German prosecutors apply for Puigdemont to be deported to Spain
German prosecutors on Tuesday asked a court to order the extradition of Catalonia's ousted president Carles Puigdemont on a rebellion charge following his arrest in Germany last month.
The request comes after protests by independence supporters at the weekend in Berlin and Catalonia calling for Puigdemont's immediate release.
"The prosecutor's office of Schleswig-Holstein state applied for an extradition arrest warrant against former Catalonian regional president Carles Puigdemont from the superior regional court," it said in a statement.
It was not immediately clear when the court would rule on Puigdemont's possible extradition.
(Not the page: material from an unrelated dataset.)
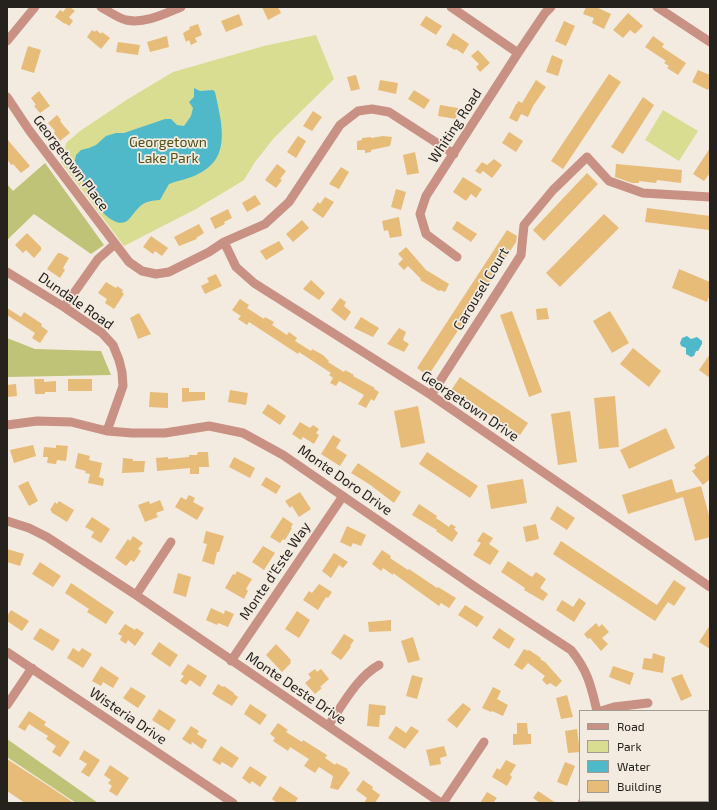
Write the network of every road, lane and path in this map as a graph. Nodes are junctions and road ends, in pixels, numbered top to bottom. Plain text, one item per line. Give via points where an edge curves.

Puigdemont was arrested by German police on March 25th as he was travelling from Finland back to Belgium, where he has been living in self-imposed exile since Catalonia's failed independence bid last October.
The detention came two days after a Spanish judge issued European arrest warrants for Puigdemont and other fugitive separatist leaders.
They have been ordered to stand trial for rebellion, misuse of public funds and disobeying the state for organising last year's referendum on Catalan independence, which Madrid deemed illegal.
Puigdemont's arrest has sent tensions soaring at home, triggering a wave of protests in the wealthy northeastern Spanish region.
German judges have ordered Puigdemont to remain in custody in the northern town of Neumuenster as they mull Spain's request for him to be handed over.
They have 60 days to make a decision.
German media say the request has been complicated by the fact that rebellion, which carries a maximum penalty of 30 years in jail in Spain, is not a crime under German law.
However the prosecutor's office argued in its statement that the rebellion charge "contains in essence the accusation of calling an unconstitutional referendum despite violent riots that could be expected" matching the German charge of "treason".
"Word-for-word conformance between the German and Spanish criminal codes is thus not legally required," it said.